■ Task goal ■
Lines from the records below that contain the word "main" are to be copied out.

■ Records ■
━━━━━━━━━━

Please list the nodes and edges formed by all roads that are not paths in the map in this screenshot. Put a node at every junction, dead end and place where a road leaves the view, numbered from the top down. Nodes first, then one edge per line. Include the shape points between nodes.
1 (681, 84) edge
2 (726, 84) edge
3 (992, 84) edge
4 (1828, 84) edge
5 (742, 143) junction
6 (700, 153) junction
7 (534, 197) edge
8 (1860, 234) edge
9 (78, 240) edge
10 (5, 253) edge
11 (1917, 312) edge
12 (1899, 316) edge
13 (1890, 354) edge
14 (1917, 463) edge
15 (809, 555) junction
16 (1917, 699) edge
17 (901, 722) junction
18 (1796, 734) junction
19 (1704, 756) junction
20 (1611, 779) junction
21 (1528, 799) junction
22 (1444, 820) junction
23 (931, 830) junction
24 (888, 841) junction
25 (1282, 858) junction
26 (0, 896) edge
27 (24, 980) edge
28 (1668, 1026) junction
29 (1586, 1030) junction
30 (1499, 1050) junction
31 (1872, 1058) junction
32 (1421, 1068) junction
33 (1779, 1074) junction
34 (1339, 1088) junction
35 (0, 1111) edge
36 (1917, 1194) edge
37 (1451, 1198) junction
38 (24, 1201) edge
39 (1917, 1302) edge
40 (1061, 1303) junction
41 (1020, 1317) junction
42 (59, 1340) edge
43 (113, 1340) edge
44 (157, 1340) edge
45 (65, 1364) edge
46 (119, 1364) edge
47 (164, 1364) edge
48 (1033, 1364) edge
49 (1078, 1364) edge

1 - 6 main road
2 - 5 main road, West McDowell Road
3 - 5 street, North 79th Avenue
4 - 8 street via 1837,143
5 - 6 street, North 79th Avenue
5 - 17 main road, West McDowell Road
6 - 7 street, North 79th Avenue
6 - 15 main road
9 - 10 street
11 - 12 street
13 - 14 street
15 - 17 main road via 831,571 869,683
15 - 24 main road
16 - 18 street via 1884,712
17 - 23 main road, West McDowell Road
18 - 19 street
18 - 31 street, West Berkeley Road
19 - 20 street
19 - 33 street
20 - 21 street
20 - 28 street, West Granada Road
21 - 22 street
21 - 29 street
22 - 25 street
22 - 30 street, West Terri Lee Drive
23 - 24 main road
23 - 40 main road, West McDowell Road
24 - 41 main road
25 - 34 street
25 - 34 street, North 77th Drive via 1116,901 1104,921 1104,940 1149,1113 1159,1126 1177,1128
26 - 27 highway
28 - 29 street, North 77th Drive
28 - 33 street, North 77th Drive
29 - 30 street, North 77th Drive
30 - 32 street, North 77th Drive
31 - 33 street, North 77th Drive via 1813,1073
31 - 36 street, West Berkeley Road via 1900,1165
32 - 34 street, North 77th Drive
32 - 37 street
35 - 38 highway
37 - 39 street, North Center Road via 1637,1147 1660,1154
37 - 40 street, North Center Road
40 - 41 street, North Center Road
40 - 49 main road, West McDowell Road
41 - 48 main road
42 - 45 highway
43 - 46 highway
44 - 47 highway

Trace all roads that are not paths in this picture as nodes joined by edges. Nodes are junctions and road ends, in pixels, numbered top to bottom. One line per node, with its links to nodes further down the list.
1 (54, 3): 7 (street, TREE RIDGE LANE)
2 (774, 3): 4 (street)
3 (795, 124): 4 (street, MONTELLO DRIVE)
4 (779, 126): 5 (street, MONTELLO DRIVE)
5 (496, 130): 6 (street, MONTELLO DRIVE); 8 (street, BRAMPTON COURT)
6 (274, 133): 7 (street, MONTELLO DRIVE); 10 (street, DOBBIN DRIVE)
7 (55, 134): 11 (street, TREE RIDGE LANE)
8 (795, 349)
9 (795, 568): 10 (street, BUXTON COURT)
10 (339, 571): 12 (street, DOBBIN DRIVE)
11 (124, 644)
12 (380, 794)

━━━━━━━━━━

■ Result for this task ■
1 - 6 main road
2 - 5 main road, West McDowell Road
5 - 17 main road, West McDowell Road
6 - 15 main road
15 - 17 main road via 831,571 869,683
15 - 24 main road
17 - 23 main road, West McDowell Road
23 - 24 main road
23 - 40 main road, West McDowell Road
24 - 41 main road
40 - 49 main road, West McDowell Road
41 - 48 main road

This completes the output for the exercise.